How to exploit the first bug:

  1. The structure that stores the neural network lies on the stack. There are also coefficients for the layers.
  2. We will enter the values of our input in a special way and specify a fairly large size so that we get val_from_stack * 1.0 as the network output.
  3. Next, we translate the double sent to us into bytes and thus get the addresses.

How to exploit the second bug:

  1. We check the signed int for the fact that it is less than three, but if we enter -1, then the value from the buffer that stores the output of our network will be used as the address of the function.
  2. We create a new network with eight outputs and adjust the coefficients so that all the outputs are equal to the address we want to jump to.
  3. Then we create a new network with the activation function equal to -1.

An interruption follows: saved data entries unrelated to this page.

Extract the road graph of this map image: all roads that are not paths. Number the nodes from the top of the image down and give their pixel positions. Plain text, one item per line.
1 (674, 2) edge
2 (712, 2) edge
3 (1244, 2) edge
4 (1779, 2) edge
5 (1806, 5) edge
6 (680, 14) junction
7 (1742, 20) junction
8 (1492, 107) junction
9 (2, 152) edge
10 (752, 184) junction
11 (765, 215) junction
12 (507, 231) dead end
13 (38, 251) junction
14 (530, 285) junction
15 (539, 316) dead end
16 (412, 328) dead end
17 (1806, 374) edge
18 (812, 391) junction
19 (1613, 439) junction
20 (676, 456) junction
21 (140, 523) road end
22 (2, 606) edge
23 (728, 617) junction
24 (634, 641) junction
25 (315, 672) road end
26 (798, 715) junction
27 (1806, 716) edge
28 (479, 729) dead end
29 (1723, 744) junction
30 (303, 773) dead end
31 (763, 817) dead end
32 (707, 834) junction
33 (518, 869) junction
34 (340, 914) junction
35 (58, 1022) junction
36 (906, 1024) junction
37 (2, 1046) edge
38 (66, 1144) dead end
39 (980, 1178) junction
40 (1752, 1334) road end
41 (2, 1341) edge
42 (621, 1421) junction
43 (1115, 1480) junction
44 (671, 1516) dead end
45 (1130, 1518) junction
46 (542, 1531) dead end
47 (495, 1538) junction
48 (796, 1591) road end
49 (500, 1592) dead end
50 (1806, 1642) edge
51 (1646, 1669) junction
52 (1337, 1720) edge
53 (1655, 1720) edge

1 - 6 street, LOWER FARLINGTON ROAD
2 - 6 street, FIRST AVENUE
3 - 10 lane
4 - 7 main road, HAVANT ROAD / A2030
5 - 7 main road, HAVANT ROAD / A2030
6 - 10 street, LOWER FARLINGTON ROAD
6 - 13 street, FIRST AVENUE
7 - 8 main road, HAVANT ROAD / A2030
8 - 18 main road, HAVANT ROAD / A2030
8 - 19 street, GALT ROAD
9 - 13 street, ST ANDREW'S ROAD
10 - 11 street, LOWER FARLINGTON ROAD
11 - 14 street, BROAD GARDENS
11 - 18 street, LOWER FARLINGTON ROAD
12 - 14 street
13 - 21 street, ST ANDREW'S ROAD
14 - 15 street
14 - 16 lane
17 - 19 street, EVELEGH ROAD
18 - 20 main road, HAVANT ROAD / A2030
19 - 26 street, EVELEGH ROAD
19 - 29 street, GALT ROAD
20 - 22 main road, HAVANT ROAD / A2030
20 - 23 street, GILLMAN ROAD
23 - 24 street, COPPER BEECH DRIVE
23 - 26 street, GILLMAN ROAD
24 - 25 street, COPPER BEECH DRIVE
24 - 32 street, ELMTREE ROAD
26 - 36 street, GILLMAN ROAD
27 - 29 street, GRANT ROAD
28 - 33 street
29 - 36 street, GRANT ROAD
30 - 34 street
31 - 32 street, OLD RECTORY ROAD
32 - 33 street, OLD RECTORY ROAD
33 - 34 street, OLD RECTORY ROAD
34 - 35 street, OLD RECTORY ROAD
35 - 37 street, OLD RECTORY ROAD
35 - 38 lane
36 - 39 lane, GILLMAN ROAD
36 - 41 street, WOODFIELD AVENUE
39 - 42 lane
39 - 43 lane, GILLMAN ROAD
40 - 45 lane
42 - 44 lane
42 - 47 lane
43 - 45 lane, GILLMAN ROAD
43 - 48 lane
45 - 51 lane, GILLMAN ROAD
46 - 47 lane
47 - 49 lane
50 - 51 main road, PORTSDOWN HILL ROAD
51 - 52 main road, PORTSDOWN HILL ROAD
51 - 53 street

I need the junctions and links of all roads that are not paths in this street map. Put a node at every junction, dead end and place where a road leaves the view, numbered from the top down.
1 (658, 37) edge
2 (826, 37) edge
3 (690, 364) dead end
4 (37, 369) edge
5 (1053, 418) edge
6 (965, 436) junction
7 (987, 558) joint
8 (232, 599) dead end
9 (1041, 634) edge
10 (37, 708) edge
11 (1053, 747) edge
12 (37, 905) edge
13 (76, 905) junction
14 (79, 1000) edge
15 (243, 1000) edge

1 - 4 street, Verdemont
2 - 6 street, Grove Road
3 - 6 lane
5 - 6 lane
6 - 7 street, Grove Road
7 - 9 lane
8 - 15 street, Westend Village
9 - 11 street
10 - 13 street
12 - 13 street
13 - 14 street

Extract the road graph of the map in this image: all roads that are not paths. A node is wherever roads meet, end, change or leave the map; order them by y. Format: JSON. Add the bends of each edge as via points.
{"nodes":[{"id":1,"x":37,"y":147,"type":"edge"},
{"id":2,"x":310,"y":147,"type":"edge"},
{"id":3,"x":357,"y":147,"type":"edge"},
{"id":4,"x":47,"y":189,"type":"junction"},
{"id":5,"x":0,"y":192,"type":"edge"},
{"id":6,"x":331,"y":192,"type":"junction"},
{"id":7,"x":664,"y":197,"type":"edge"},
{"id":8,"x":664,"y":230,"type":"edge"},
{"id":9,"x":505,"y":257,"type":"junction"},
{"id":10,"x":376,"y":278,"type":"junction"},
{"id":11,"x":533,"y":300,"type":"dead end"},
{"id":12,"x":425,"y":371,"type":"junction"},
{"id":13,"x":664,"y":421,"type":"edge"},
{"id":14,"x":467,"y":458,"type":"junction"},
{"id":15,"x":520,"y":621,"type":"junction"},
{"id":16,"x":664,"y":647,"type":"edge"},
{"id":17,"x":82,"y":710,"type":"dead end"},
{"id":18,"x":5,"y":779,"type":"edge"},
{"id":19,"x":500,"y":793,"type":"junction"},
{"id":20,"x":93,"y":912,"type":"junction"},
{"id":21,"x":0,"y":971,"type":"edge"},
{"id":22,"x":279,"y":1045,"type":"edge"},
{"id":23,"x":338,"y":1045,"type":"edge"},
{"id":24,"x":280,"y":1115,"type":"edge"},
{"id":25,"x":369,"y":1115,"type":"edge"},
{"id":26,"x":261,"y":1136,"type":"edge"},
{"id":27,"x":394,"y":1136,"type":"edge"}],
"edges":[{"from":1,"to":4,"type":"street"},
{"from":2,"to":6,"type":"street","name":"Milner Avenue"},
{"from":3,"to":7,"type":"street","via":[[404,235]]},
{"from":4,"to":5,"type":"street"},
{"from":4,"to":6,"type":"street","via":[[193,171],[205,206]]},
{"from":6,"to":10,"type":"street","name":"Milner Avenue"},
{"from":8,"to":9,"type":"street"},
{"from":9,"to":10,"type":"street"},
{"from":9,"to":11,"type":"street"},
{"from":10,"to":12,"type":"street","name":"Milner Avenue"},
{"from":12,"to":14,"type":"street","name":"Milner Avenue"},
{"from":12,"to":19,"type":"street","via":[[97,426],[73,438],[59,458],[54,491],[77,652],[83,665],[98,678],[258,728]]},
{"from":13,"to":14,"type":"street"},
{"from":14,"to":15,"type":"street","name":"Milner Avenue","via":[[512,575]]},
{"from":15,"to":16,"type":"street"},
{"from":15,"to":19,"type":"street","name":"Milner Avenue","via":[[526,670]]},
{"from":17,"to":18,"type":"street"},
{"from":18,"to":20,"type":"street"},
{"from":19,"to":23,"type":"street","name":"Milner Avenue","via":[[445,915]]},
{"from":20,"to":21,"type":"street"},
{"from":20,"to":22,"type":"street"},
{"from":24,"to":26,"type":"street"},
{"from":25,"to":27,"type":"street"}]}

Now we can jump to any address, but this is not enough. At the same time, there is one interesting place in the binary file:

text:00000000000019C1 mov edx, 240h ; nbytes .text:00000000000019C6 mov rsi, rax ; buf .text:00000000000019C9 mov edi, 0 ; fd .text:00000000000019CE call _read

At the time of calling the activation function, the RAX register contains the value that should be passed to the activation function:

.text:00000000000014AD movq xmm0, rax ; a .text:00000000000014B2 call rdx ; activation function call

Thus, given that in step 1 we learned the address of the stack, we can simply read our ROP chain into the stack. The address must be calculated in such a way that that we overwrite the output address of the _read function. After that, there is another small exercise to leak the address of the libc and read the second chain.


This year we tried to make the tasks a little more familiar to data scientists and believe that it turned out quite fine. We had three tasks specific to data scientists, one task for automation, and two tasks more familiar to the classic cybersecurity specialists (although in the specified subject).

Within a little more than one day, 19 players managed to report at least one flag. All the tasks were solved, but no one solved everything. On the one hand, there was a risk that someone would solve everything and the game would become boring, but on the other hand, it seems that we managed to make the tasks quite solvable. But next time we will have to come up with a more complex task to definitely make the game a real challenge.

Prize-winning places were taken by:

  1. Жмыхолет Апач
  2. pomo_or_not_pomo
  3. konodyuk

We awarded the guys with prizes relevant to the competition: AWS DeepRacer for the first place, JetRacer AI racing robot for the second, and Jetson TX2 Module for the third place.

We hope that we help data scientists and cybersecurity experts to become acquainted with each other's professional world and enjoy the game!